Extracted information:

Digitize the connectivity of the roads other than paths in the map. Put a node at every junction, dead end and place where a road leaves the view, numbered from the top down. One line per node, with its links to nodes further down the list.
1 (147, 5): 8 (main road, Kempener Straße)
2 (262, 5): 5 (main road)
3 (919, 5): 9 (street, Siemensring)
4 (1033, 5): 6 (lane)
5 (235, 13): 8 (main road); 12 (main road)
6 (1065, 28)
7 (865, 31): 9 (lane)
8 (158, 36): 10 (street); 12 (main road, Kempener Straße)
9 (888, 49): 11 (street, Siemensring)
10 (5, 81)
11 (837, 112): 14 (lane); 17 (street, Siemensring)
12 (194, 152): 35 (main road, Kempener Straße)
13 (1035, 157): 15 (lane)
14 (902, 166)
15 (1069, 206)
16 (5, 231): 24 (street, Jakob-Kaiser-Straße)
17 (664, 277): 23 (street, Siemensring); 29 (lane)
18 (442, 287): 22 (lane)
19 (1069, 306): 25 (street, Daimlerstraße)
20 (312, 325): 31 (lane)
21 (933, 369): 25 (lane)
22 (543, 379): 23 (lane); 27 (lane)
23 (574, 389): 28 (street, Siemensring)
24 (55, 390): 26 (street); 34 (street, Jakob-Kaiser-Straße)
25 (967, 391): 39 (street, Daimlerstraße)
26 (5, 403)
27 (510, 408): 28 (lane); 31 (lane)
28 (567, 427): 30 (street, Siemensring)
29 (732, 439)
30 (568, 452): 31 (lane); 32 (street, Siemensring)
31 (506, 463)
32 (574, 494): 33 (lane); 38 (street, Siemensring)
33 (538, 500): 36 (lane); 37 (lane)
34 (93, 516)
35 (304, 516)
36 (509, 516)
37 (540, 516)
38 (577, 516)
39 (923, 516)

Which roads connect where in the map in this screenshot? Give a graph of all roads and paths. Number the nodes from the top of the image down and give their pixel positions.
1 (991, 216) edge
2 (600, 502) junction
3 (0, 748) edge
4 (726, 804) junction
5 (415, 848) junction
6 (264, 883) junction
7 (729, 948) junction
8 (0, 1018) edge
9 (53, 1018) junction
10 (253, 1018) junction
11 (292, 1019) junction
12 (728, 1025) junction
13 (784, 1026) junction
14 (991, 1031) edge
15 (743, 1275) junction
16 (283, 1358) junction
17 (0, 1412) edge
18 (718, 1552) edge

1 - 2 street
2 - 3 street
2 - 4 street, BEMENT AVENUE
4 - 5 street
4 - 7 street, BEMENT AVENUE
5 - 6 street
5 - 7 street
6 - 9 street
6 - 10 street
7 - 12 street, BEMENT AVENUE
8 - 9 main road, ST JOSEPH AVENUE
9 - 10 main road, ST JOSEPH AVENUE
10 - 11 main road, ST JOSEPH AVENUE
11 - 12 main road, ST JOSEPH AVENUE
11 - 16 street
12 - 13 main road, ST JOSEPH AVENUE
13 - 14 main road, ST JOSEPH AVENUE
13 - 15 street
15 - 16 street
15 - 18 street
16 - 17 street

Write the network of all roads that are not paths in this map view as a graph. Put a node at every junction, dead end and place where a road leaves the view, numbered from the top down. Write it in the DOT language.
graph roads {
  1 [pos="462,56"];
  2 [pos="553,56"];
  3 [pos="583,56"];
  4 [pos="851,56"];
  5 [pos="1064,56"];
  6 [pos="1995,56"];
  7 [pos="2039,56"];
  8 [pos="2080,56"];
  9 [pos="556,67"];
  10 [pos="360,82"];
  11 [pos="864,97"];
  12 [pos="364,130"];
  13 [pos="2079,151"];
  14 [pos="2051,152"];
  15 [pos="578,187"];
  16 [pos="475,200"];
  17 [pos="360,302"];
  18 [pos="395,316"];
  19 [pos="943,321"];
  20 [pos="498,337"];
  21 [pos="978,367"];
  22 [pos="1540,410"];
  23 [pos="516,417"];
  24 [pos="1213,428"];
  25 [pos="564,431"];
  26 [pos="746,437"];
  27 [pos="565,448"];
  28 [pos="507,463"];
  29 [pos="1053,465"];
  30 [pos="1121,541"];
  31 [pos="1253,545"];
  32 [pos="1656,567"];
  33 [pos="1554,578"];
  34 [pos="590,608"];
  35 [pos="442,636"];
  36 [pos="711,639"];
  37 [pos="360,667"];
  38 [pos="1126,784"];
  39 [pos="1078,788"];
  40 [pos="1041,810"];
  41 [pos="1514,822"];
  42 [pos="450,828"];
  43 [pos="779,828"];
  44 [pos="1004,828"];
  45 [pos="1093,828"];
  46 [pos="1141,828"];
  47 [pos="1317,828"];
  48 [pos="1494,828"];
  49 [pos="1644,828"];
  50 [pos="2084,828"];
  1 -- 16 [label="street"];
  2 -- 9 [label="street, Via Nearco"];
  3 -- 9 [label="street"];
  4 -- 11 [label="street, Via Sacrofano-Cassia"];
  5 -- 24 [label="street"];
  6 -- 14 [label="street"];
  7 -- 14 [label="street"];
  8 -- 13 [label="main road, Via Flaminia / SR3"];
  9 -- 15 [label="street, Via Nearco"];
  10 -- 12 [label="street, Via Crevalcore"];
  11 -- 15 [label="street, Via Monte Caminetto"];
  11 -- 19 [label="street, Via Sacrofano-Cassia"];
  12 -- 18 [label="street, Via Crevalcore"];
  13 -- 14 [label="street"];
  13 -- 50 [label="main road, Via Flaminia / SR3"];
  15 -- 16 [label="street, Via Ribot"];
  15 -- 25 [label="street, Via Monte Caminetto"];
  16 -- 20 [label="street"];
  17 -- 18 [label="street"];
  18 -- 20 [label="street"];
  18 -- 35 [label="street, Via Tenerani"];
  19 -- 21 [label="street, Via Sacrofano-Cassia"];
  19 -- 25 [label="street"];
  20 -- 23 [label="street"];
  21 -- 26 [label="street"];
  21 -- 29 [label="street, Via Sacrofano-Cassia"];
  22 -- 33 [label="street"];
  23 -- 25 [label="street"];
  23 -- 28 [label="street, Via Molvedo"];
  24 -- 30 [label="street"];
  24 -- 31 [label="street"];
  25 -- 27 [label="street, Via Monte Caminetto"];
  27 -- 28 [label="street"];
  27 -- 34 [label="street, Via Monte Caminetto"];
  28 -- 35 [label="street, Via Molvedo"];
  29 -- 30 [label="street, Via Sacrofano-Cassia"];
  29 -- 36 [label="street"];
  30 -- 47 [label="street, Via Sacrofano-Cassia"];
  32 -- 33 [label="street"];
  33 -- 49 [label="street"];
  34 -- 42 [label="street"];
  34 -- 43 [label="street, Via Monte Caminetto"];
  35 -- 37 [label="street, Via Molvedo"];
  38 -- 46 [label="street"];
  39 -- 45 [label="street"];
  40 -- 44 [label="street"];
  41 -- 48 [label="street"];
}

Problem requirements:
Reproduce all of the data. Leave every line unchanged.

The answer:
Digitize the connectivity of the roads other than paths in the map. Put a node at every junction, dead end and place where a road leaves the view, numbered from the top down. One line per node, with its links to nodes further down the list.
1 (147, 5): 8 (main road, Kempener Straße)
2 (262, 5): 5 (main road)
3 (919, 5): 9 (street, Siemensring)
4 (1033, 5): 6 (lane)
5 (235, 13): 8 (main road); 12 (main road)
6 (1065, 28)
7 (865, 31): 9 (lane)
8 (158, 36): 10 (street); 12 (main road, Kempener Straße)
9 (888, 49): 11 (street, Siemensring)
10 (5, 81)
11 (837, 112): 14 (lane); 17 (street, Siemensring)
12 (194, 152): 35 (main road, Kempener Straße)
13 (1035, 157): 15 (lane)
14 (902, 166)
15 (1069, 206)
16 (5, 231): 24 (street, Jakob-Kaiser-Straße)
17 (664, 277): 23 (street, Siemensring); 29 (lane)
18 (442, 287): 22 (lane)
19 (1069, 306): 25 (street, Daimlerstraße)
20 (312, 325): 31 (lane)
21 (933, 369): 25 (lane)
22 (543, 379): 23 (lane); 27 (lane)
23 (574, 389): 28 (street, Siemensring)
24 (55, 390): 26 (street); 34 (street, Jakob-Kaiser-Straße)
25 (967, 391): 39 (street, Daimlerstraße)
26 (5, 403)
27 (510, 408): 28 (lane); 31 (lane)
28 (567, 427): 30 (street, Siemensring)
29 (732, 439)
30 (568, 452): 31 (lane); 32 (street, Siemensring)
31 (506, 463)
32 (574, 494): 33 (lane); 38 (street, Siemensring)
33 (538, 500): 36 (lane); 37 (lane)
34 (93, 516)
35 (304, 516)
36 (509, 516)
37 (540, 516)
38 (577, 516)
39 (923, 516)

Which roads connect where in the map in this screenshot? Give a graph of all roads and paths. Number the nodes from the top of the image down and give their pixel positions.
1 (991, 216) edge
2 (600, 502) junction
3 (0, 748) edge
4 (726, 804) junction
5 (415, 848) junction
6 (264, 883) junction
7 (729, 948) junction
8 (0, 1018) edge
9 (53, 1018) junction
10 (253, 1018) junction
11 (292, 1019) junction
12 (728, 1025) junction
13 (784, 1026) junction
14 (991, 1031) edge
15 (743, 1275) junction
16 (283, 1358) junction
17 (0, 1412) edge
18 (718, 1552) edge

1 - 2 street
2 - 3 street
2 - 4 street, BEMENT AVENUE
4 - 5 street
4 - 7 street, BEMENT AVENUE
5 - 6 street
5 - 7 street
6 - 9 street
6 - 10 street
7 - 12 street, BEMENT AVENUE
8 - 9 main road, ST JOSEPH AVENUE
9 - 10 main road, ST JOSEPH AVENUE
10 - 11 main road, ST JOSEPH AVENUE
11 - 12 main road, ST JOSEPH AVENUE
11 - 16 street
12 - 13 main road, ST JOSEPH AVENUE
13 - 14 main road, ST JOSEPH AVENUE
13 - 15 street
15 - 16 street
15 - 18 street
16 - 17 street

Write the network of all roads that are not paths in this map view as a graph. Put a node at every junction, dead end and place where a road leaves the view, numbered from the top down. Write it in the DOT language.
graph roads {
  1 [pos="462,56"];
  2 [pos="553,56"];
  3 [pos="583,56"];
  4 [pos="851,56"];
  5 [pos="1064,56"];
  6 [pos="1995,56"];
  7 [pos="2039,56"];
  8 [pos="2080,56"];
  9 [pos="556,67"];
  10 [pos="360,82"];
  11 [pos="864,97"];
  12 [pos="364,130"];
  13 [pos="2079,151"];
  14 [pos="2051,152"];
  15 [pos="578,187"];
  16 [pos="475,200"];
  17 [pos="360,302"];
  18 [pos="395,316"];
  19 [pos="943,321"];
  20 [pos="498,337"];
  21 [pos="978,367"];
  22 [pos="1540,410"];
  23 [pos="516,417"];
  24 [pos="1213,428"];
  25 [pos="564,431"];
  26 [pos="746,437"];
  27 [pos="565,448"];
  28 [pos="507,463"];
  29 [pos="1053,465"];
  30 [pos="1121,541"];
  31 [pos="1253,545"];
  32 [pos="1656,567"];
  33 [pos="1554,578"];
  34 [pos="590,608"];
  35 [pos="442,636"];
  36 [pos="711,639"];
  37 [pos="360,667"];
  38 [pos="1126,784"];
  39 [pos="1078,788"];
  40 [pos="1041,810"];
  41 [pos="1514,822"];
  42 [pos="450,828"];
  43 [pos="779,828"];
  44 [pos="1004,828"];
  45 [pos="1093,828"];
  46 [pos="1141,828"];
  47 [pos="1317,828"];
  48 [pos="1494,828"];
  49 [pos="1644,828"];
  50 [pos="2084,828"];
  1 -- 16 [label="street"];
  2 -- 9 [label="street, Via Nearco"];
  3 -- 9 [label="street"];
  4 -- 11 [label="street, Via Sacrofano-Cassia"];
  5 -- 24 [label="street"];
  6 -- 14 [label="street"];
  7 -- 14 [label="street"];
  8 -- 13 [label="main road, Via Flaminia / SR3"];
  9 -- 15 [label="street, Via Nearco"];
  10 -- 12 [label="street, Via Crevalcore"];
  11 -- 15 [label="street, Via Monte Caminetto"];
  11 -- 19 [label="street, Via Sacrofano-Cassia"];
  12 -- 18 [label="street, Via Crevalcore"];
  13 -- 14 [label="street"];
  13 -- 50 [label="main road, Via Flaminia / SR3"];
  15 -- 16 [label="street, Via Ribot"];
  15 -- 25 [label="street, Via Monte Caminetto"];
  16 -- 20 [label="street"];
  17 -- 18 [label="street"];
  18 -- 20 [label="street"];
  18 -- 35 [label="street, Via Tenerani"];
  19 -- 21 [label="street, Via Sacrofano-Cassia"];
  19 -- 25 [label="street"];
  20 -- 23 [label="street"];
  21 -- 26 [label="street"];
  21 -- 29 [label="street, Via Sacrofano-Cassia"];
  22 -- 33 [label="street"];
  23 -- 25 [label="street"];
  23 -- 28 [label="street, Via Molvedo"];
  24 -- 30 [label="street"];
  24 -- 31 [label="street"];
  25 -- 27 [label="street, Via Monte Caminetto"];
  27 -- 28 [label="street"];
  27 -- 34 [label="street, Via Monte Caminetto"];
  28 -- 35 [label="street, Via Molvedo"];
  29 -- 30 [label="street, Via Sacrofano-Cassia"];
  29 -- 36 [label="street"];
  30 -- 47 [label="street, Via Sacrofano-Cassia"];
  32 -- 33 [label="street"];
  33 -- 49 [label="street"];
  34 -- 42 [label="street"];
  34 -- 43 [label="street, Via Monte Caminetto"];
  35 -- 37 [label="street, Via Molvedo"];
  38 -- 46 [label="street"];
  39 -- 45 [label="street"];
  40 -- 44 [label="street"];
  41 -- 48 [label="street"];
}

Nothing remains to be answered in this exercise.